Quand Le Corniaud sort dans les salles françaises, Bourvil et Louis de Funès sont tous deux des acteurs connus et reconnus, mais pas encore Gérard Oury. Le cinéaste qui a signé quelques-unes des plus grandes comédies françaises n’a jamais travaillé avec les deux stars, mais ce road-movie comique est l’occasion de mettre au point un duo humoristique qui fonctionne parfaitement. Le Corniaud écrase la concurrence en 1965 et la comédie fonctionne plutôt bien, avec ce film qui a assez bien vieilli, même s’il n’a pas encore atteint le niveau de ses successeurs.
Ah ben maintenant, elle va marcher beaucoup moins bien, forcément. — Bourvil, Le Corniaud
La scène la plus connue ouvre Le Corniaud.
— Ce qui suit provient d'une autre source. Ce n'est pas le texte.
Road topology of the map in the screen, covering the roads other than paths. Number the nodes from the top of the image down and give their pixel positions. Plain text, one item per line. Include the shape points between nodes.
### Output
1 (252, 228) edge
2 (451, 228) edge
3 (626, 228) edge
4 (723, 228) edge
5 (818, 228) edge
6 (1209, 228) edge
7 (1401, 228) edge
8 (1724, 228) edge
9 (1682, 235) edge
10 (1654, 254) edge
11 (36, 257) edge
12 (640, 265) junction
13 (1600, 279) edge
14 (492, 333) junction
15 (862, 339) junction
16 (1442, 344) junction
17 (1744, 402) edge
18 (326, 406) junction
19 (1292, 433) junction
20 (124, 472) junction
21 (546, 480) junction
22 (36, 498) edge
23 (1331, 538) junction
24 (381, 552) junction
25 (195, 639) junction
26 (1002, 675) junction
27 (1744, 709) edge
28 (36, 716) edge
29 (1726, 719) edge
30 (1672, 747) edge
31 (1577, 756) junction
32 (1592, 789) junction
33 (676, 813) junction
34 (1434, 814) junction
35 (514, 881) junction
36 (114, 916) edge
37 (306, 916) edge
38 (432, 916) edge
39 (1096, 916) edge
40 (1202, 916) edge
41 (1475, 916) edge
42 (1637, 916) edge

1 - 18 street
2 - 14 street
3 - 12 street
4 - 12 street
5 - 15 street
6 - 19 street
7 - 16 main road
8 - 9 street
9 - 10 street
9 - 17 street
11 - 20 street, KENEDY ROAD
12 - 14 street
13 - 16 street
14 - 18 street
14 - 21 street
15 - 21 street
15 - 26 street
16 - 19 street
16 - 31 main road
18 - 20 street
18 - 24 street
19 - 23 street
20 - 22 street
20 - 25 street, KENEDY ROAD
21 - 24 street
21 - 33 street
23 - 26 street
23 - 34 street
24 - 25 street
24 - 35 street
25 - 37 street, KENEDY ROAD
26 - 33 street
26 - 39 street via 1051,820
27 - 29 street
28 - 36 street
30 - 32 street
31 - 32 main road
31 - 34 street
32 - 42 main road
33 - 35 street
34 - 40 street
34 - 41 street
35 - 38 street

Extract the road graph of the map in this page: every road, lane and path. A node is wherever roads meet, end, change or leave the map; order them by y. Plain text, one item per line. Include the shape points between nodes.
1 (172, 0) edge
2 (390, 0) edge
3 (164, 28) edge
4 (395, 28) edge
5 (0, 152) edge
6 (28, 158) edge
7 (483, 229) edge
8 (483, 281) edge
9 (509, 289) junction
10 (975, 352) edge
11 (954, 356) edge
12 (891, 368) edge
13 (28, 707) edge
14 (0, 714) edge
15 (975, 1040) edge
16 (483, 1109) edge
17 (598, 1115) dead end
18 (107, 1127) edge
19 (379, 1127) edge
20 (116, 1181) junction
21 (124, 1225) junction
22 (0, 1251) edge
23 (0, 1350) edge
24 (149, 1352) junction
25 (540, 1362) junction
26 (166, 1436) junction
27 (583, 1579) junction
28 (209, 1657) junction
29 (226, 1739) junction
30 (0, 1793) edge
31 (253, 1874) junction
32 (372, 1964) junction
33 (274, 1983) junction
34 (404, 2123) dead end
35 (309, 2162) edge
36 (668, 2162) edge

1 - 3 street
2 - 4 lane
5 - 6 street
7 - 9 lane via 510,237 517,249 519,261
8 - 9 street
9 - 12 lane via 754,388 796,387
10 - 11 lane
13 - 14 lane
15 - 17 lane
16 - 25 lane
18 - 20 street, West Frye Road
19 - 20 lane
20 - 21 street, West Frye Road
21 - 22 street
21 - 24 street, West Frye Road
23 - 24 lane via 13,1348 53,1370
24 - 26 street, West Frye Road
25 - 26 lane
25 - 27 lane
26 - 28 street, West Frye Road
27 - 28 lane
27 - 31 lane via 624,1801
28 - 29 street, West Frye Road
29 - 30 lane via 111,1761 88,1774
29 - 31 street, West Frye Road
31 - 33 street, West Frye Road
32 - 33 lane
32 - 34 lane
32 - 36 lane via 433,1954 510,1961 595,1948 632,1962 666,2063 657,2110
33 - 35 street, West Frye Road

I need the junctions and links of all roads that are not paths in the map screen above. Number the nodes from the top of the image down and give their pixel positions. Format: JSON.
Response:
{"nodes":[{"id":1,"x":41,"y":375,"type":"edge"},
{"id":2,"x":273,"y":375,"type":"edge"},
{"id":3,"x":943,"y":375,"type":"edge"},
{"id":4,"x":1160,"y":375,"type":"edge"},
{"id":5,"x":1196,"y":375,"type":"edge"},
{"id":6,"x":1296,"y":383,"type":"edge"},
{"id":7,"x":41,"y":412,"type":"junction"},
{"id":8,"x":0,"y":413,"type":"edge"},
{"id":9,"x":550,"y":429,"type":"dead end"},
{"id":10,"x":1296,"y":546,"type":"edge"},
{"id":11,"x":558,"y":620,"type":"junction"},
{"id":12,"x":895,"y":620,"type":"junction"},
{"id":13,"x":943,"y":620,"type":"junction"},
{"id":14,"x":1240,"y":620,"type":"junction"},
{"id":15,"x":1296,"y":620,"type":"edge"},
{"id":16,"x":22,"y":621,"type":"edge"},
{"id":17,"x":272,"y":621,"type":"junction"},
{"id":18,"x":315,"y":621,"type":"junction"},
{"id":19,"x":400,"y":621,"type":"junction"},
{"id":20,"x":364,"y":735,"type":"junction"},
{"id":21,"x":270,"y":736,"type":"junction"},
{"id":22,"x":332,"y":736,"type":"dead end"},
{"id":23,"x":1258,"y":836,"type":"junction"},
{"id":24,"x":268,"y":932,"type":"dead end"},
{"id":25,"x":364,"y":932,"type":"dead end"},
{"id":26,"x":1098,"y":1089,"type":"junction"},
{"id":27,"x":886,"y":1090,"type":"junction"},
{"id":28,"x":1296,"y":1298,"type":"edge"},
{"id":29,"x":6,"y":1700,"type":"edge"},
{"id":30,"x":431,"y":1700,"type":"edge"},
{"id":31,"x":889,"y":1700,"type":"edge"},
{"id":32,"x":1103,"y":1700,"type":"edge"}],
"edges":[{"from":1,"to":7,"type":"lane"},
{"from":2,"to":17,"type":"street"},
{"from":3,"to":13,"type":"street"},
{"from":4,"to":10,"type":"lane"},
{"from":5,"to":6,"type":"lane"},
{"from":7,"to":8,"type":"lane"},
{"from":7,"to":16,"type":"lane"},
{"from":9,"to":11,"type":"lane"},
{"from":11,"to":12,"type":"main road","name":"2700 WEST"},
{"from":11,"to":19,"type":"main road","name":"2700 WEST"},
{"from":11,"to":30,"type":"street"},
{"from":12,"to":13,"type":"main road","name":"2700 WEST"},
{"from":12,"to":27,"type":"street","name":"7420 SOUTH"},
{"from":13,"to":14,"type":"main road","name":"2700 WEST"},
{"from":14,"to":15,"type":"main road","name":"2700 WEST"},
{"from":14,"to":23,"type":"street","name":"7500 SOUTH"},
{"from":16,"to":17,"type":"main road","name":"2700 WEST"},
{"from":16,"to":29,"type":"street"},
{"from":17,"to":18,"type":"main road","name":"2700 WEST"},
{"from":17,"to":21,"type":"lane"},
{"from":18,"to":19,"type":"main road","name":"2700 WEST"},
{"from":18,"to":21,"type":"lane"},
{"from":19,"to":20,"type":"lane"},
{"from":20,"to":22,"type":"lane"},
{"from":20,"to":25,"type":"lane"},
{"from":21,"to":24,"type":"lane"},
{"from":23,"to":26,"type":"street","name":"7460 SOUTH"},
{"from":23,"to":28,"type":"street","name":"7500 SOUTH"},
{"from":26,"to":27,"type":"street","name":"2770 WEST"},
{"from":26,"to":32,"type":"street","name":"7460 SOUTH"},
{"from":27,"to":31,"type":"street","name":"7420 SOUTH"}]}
Antoine Maréchal part en vacances dans sa 2CV, mais sa voiture est frappée par celle de Saroyan alors qu’il venait de partir. L’accident apparemment bénin détruit totalement le véhicule et pris par le remord, Saroyan lui propose en échange d’aller en Italie chercher une autre voiture pour lui. Le commerçant un peu naïf accepte, sans savoir qu’il a affaire à un trafiquant de drogue qui veut l’utiliser pour passer la frontière avec non seulement de la drogue, mais aussi de l’or caché dans les pare-chocs de la Cadillac qu’il doit ramener, et même des diamants dissimulés sous la batterie du véhicule. Gérard Oury construit son film sur cette idée un peu étrange et sur l’opposition de deux personnages. Interprété par Bourvil, Antoine est un gars sympa, mais naïf, que tous les personnages utilisent comme et quand ça les arrange. Face à lui, Louis de Funès reprend son éternel comique fait de mauvaise foi et d’obséquiosité pour composer un Saroyan aussi désagréable et manipulateur qu’Antoine pouvait être sympa. Ce duo que tout oppose n’est pas très original et on le retrouvera dès l’année suivante dans La Grande Vadrouille, mais force est de constater qu’il fonctionne très bien. Bourvil joue merveilleusement bien le provincial naïf, le français moyen de l’époque aux plaisirs simples, tandis que Louis De Funès excelle comme toujours dans son éternel rôle de composition. Certes, c’est toujours la même chose, mais Le Corniaud ne tombe pas dans les travers caricaturaux de certains de ses films et Gérard Oury trouve un équilibre intéressant entre les deux personnages.
Véritable road-movie comique, Le Corniaud nous entraîne de Naples à Bordeaux, en passant par Rome, Pise, Menton ou encore Carcassonne. Tout au long du périple, comme le genre le veut, Gérard Oury mène la vie dure à ses deux personnages, enfin surtout à Saroyan qui suit tant bien que mal sa voiture à distance. On comprend vite que le principal ressort comique du film tient à l’ignorance d’Antoine quant au chargement de sa voiture. Dès le départ de Naples, il abime le pare-chocs avant et confie la Cadillac à un garagiste peu scrupuleux qui découvre l’or et remplace intégralement la pièce par une autre, prélevée dans la rue. Le spectateur a une longueur d’avance sur Antoine, puisqu’il sait exactement ce qui est caché et à quel endroit du véhicule, mais aussi sur Saroyan puisqu’il ne voit pas que toutes ses richesses sont retirées les unes après les autres de la voiture. C’est un procédé comique classique, mais qui fait mouche et Le Corniaud s’avère très drôle, même s’il faut noter une très nette baisse de régime à la fin du film, quand Antoine finit par comprendre qu’on l’a utilisé. Qu’importe, les courses-poursuites qui n’en sont pas entre la Cadillac et la voiture de Saroyan ont déjà fait rire, tandis que les amateurs des pitreries de Louis de Funès en auront pour leur compte, à l’image de cette hilarante scène de douche. Le scénario écrit par Gérard Oury permet à l’aventure d’avancer rapidement et on ne s’ennuie pas, tandis que les moyens étonnamment importants pour une comédie de l’époque garantissent au long-métrage une excellente qualité technique. Nonobstant des scènes de nuit tournées de façon visible en plein jour, l’image est colorée et l’absence de plans de voiture tournés en studio contribue à cette impression de réalisme.
Devenu culte, comme tant de films avec Louis de Funès et Bourvil, Le Corniaud reste encore aujourd’hui une comédie très efficace et drôle. Gérard Oury n’a pas encore trouvé comment exploiter au maximum ses deux acteurs comiques, mais cette première collaboration s’avère fructueuse et ce n’est pas pour rien que Le Corniaud devient le plus grand succès au cinéma en 1965 et qu’il reste régulièrement diffusé à la télé. Un classique, à voir et à revoir sans modération.